§ **Task details**: Your answer must match the material exactly, line for line.

§ **Available records**:

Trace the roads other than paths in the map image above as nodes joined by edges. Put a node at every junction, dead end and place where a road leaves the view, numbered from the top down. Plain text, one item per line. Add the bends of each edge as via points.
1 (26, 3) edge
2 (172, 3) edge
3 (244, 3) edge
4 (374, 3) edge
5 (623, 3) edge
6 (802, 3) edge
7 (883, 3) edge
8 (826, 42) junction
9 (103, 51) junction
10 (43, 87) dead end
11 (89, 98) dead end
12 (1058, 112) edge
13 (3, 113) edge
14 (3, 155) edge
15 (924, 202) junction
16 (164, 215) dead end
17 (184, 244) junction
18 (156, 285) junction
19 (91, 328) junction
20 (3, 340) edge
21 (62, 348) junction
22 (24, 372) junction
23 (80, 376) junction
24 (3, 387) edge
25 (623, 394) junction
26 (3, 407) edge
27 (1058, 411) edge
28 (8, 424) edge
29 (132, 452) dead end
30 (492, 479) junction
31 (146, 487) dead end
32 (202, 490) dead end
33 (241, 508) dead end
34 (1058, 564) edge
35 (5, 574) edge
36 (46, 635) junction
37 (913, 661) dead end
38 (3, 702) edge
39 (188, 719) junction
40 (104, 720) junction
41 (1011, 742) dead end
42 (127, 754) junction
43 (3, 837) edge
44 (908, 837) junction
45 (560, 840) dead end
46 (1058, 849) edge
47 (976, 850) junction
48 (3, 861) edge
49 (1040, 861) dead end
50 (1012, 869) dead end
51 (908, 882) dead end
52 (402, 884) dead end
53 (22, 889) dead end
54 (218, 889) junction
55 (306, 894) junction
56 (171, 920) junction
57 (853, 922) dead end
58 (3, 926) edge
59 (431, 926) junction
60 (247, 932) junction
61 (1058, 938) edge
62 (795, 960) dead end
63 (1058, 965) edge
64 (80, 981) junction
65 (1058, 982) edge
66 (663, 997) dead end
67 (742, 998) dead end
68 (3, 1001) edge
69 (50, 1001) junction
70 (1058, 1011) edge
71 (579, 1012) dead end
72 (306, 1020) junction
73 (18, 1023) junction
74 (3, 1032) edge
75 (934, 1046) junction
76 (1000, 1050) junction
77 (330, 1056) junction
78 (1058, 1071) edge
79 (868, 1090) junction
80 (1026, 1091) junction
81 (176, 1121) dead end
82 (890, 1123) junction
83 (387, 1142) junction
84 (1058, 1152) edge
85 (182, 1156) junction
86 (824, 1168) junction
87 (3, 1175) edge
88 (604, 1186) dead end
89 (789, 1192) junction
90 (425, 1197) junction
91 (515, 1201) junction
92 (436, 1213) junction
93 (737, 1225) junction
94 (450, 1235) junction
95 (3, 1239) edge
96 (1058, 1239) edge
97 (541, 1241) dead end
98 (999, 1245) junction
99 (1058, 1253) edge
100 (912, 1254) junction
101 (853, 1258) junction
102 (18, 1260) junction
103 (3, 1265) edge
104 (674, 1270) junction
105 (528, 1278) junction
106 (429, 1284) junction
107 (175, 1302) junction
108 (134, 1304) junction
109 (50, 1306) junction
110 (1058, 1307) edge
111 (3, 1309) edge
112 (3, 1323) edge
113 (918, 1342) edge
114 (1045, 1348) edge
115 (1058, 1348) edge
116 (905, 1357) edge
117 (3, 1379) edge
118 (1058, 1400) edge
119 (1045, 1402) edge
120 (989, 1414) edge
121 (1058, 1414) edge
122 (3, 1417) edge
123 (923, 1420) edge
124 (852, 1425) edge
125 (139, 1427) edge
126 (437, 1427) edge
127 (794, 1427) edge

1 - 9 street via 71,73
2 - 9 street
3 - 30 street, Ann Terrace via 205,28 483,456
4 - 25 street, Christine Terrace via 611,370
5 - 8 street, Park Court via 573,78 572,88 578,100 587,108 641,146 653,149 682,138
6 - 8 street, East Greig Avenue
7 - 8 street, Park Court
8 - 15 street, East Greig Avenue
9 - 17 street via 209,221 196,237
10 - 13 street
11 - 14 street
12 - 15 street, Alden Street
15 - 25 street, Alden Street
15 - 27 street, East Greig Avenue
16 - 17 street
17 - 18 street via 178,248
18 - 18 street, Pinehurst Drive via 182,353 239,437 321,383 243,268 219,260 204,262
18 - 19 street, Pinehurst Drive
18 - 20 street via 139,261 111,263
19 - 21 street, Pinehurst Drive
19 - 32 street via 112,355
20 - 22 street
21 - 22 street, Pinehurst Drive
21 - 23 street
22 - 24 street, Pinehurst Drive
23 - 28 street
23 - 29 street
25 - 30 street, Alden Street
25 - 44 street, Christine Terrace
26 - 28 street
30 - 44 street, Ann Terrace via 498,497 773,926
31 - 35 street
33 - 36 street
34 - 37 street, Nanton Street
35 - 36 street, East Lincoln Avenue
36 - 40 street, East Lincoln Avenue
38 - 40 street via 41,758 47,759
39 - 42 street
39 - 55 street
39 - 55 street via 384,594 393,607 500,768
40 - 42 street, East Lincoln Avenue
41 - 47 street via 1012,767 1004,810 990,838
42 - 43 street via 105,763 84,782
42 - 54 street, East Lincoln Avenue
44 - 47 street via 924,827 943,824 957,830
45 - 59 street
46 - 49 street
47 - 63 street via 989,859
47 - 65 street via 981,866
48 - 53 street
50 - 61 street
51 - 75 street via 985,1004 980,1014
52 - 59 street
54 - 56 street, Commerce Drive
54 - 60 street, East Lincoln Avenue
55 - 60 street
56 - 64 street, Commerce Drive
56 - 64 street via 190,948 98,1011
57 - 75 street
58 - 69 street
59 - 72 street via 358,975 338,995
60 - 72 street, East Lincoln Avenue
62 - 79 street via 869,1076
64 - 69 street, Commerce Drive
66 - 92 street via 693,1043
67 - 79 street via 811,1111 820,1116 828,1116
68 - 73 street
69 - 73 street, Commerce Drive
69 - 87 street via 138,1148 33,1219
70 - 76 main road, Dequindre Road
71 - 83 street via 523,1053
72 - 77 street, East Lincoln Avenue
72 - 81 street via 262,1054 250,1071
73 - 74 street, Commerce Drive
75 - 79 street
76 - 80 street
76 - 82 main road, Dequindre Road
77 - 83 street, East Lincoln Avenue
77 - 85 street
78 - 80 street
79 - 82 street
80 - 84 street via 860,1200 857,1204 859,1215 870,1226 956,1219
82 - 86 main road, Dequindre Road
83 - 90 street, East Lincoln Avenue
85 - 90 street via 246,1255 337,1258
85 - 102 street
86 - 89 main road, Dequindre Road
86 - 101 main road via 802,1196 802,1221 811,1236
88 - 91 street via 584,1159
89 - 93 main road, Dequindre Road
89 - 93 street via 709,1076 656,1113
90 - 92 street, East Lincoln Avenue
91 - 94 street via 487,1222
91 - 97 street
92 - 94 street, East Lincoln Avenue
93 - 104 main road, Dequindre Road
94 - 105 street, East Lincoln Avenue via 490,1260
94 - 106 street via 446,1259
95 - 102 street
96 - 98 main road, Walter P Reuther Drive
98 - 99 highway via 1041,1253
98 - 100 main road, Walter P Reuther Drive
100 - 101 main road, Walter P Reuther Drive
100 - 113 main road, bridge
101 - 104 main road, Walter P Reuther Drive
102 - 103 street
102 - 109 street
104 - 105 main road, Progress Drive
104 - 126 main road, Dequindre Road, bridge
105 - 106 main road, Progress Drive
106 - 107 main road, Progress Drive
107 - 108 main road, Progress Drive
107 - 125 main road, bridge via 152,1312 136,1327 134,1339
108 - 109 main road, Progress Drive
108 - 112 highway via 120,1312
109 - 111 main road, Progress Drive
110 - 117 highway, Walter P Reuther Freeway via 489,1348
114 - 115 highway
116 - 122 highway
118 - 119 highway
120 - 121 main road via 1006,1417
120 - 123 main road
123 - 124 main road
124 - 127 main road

§ **Response to the task**:
Trace the roads other than paths in the map image above as nodes joined by edges. Put a node at every junction, dead end and place where a road leaves the view, numbered from the top down. Plain text, one item per line. Add the bends of each edge as via points.
1 (26, 3) edge
2 (172, 3) edge
3 (244, 3) edge
4 (374, 3) edge
5 (623, 3) edge
6 (802, 3) edge
7 (883, 3) edge
8 (826, 42) junction
9 (103, 51) junction
10 (43, 87) dead end
11 (89, 98) dead end
12 (1058, 112) edge
13 (3, 113) edge
14 (3, 155) edge
15 (924, 202) junction
16 (164, 215) dead end
17 (184, 244) junction
18 (156, 285) junction
19 (91, 328) junction
20 (3, 340) edge
21 (62, 348) junction
22 (24, 372) junction
23 (80, 376) junction
24 (3, 387) edge
25 (623, 394) junction
26 (3, 407) edge
27 (1058, 411) edge
28 (8, 424) edge
29 (132, 452) dead end
30 (492, 479) junction
31 (146, 487) dead end
32 (202, 490) dead end
33 (241, 508) dead end
34 (1058, 564) edge
35 (5, 574) edge
36 (46, 635) junction
37 (913, 661) dead end
38 (3, 702) edge
39 (188, 719) junction
40 (104, 720) junction
41 (1011, 742) dead end
42 (127, 754) junction
43 (3, 837) edge
44 (908, 837) junction
45 (560, 840) dead end
46 (1058, 849) edge
47 (976, 850) junction
48 (3, 861) edge
49 (1040, 861) dead end
50 (1012, 869) dead end
51 (908, 882) dead end
52 (402, 884) dead end
53 (22, 889) dead end
54 (218, 889) junction
55 (306, 894) junction
56 (171, 920) junction
57 (853, 922) dead end
58 (3, 926) edge
59 (431, 926) junction
60 (247, 932) junction
61 (1058, 938) edge
62 (795, 960) dead end
63 (1058, 965) edge
64 (80, 981) junction
65 (1058, 982) edge
66 (663, 997) dead end
67 (742, 998) dead end
68 (3, 1001) edge
69 (50, 1001) junction
70 (1058, 1011) edge
71 (579, 1012) dead end
72 (306, 1020) junction
73 (18, 1023) junction
74 (3, 1032) edge
75 (934, 1046) junction
76 (1000, 1050) junction
77 (330, 1056) junction
78 (1058, 1071) edge
79 (868, 1090) junction
80 (1026, 1091) junction
81 (176, 1121) dead end
82 (890, 1123) junction
83 (387, 1142) junction
84 (1058, 1152) edge
85 (182, 1156) junction
86 (824, 1168) junction
87 (3, 1175) edge
88 (604, 1186) dead end
89 (789, 1192) junction
90 (425, 1197) junction
91 (515, 1201) junction
92 (436, 1213) junction
93 (737, 1225) junction
94 (450, 1235) junction
95 (3, 1239) edge
96 (1058, 1239) edge
97 (541, 1241) dead end
98 (999, 1245) junction
99 (1058, 1253) edge
100 (912, 1254) junction
101 (853, 1258) junction
102 (18, 1260) junction
103 (3, 1265) edge
104 (674, 1270) junction
105 (528, 1278) junction
106 (429, 1284) junction
107 (175, 1302) junction
108 (134, 1304) junction
109 (50, 1306) junction
110 (1058, 1307) edge
111 (3, 1309) edge
112 (3, 1323) edge
113 (918, 1342) edge
114 (1045, 1348) edge
115 (1058, 1348) edge
116 (905, 1357) edge
117 (3, 1379) edge
118 (1058, 1400) edge
119 (1045, 1402) edge
120 (989, 1414) edge
121 (1058, 1414) edge
122 (3, 1417) edge
123 (923, 1420) edge
124 (852, 1425) edge
125 (139, 1427) edge
126 (437, 1427) edge
127 (794, 1427) edge

1 - 9 street via 71,73
2 - 9 street
3 - 30 street, Ann Terrace via 205,28 483,456
4 - 25 street, Christine Terrace via 611,370
5 - 8 street, Park Court via 573,78 572,88 578,100 587,108 641,146 653,149 682,138
6 - 8 street, East Greig Avenue
7 - 8 street, Park Court
8 - 15 street, East Greig Avenue
9 - 17 street via 209,221 196,237
10 - 13 street
11 - 14 street
12 - 15 street, Alden Street
15 - 25 street, Alden Street
15 - 27 street, East Greig Avenue
16 - 17 street
17 - 18 street via 178,248
18 - 18 street, Pinehurst Drive via 182,353 239,437 321,383 243,268 219,260 204,262
18 - 19 street, Pinehurst Drive
18 - 20 street via 139,261 111,263
19 - 21 street, Pinehurst Drive
19 - 32 street via 112,355
20 - 22 street
21 - 22 street, Pinehurst Drive
21 - 23 street
22 - 24 street, Pinehurst Drive
23 - 28 street
23 - 29 street
25 - 30 street, Alden Street
25 - 44 street, Christine Terrace
26 - 28 street
30 - 44 street, Ann Terrace via 498,497 773,926
31 - 35 street
33 - 36 street
34 - 37 street, Nanton Street
35 - 36 street, East Lincoln Avenue
36 - 40 street, East Lincoln Avenue
38 - 40 street via 41,758 47,759
39 - 42 street
39 - 55 street
39 - 55 street via 384,594 393,607 500,768
40 - 42 street, East Lincoln Avenue
41 - 47 street via 1012,767 1004,810 990,838
42 - 43 street via 105,763 84,782
42 - 54 street, East Lincoln Avenue
44 - 47 street via 924,827 943,824 957,830
45 - 59 street
46 - 49 street
47 - 63 street via 989,859
47 - 65 street via 981,866
48 - 53 street
50 - 61 street
51 - 75 street via 985,1004 980,1014
52 - 59 street
54 - 56 street, Commerce Drive
54 - 60 street, East Lincoln Avenue
55 - 60 street
56 - 64 street, Commerce Drive
56 - 64 street via 190,948 98,1011
57 - 75 street
58 - 69 street
59 - 72 street via 358,975 338,995
60 - 72 street, East Lincoln Avenue
62 - 79 street via 869,1076
64 - 69 street, Commerce Drive
66 - 92 street via 693,1043
67 - 79 street via 811,1111 820,1116 828,1116
68 - 73 street
69 - 73 street, Commerce Drive
69 - 87 street via 138,1148 33,1219
70 - 76 main road, Dequindre Road
71 - 83 street via 523,1053
72 - 77 street, East Lincoln Avenue
72 - 81 street via 262,1054 250,1071
73 - 74 street, Commerce Drive
75 - 79 street
76 - 80 street
76 - 82 main road, Dequindre Road
77 - 83 street, East Lincoln Avenue
77 - 85 street
78 - 80 street
79 - 82 street
80 - 84 street via 860,1200 857,1204 859,1215 870,1226 956,1219
82 - 86 main road, Dequindre Road
83 - 90 street, East Lincoln Avenue
85 - 90 street via 246,1255 337,1258
85 - 102 street
86 - 89 main road, Dequindre Road
86 - 101 main road via 802,1196 802,1221 811,1236
88 - 91 street via 584,1159
89 - 93 main road, Dequindre Road
89 - 93 street via 709,1076 656,1113
90 - 92 street, East Lincoln Avenue
91 - 94 street via 487,1222
91 - 97 street
92 - 94 street, East Lincoln Avenue
93 - 104 main road, Dequindre Road
94 - 105 street, East Lincoln Avenue via 490,1260
94 - 106 street via 446,1259
95 - 102 street
96 - 98 main road, Walter P Reuther Drive
98 - 99 highway via 1041,1253
98 - 100 main road, Walter P Reuther Drive
100 - 101 main road, Walter P Reuther Drive
100 - 113 main road, bridge
101 - 104 main road, Walter P Reuther Drive
102 - 103 street
102 - 109 street
104 - 105 main road, Progress Drive
104 - 126 main road, Dequindre Road, bridge
105 - 106 main road, Progress Drive
106 - 107 main road, Progress Drive
107 - 108 main road, Progress Drive
107 - 125 main road, bridge via 152,1312 136,1327 134,1339
108 - 109 main road, Progress Drive
108 - 112 highway via 120,1312
109 - 111 main road, Progress Drive
110 - 117 highway, Walter P Reuther Freeway via 489,1348
114 - 115 highway
116 - 122 highway
118 - 119 highway
120 - 121 main road via 1006,1417
120 - 123 main road
123 - 124 main road
124 - 127 main road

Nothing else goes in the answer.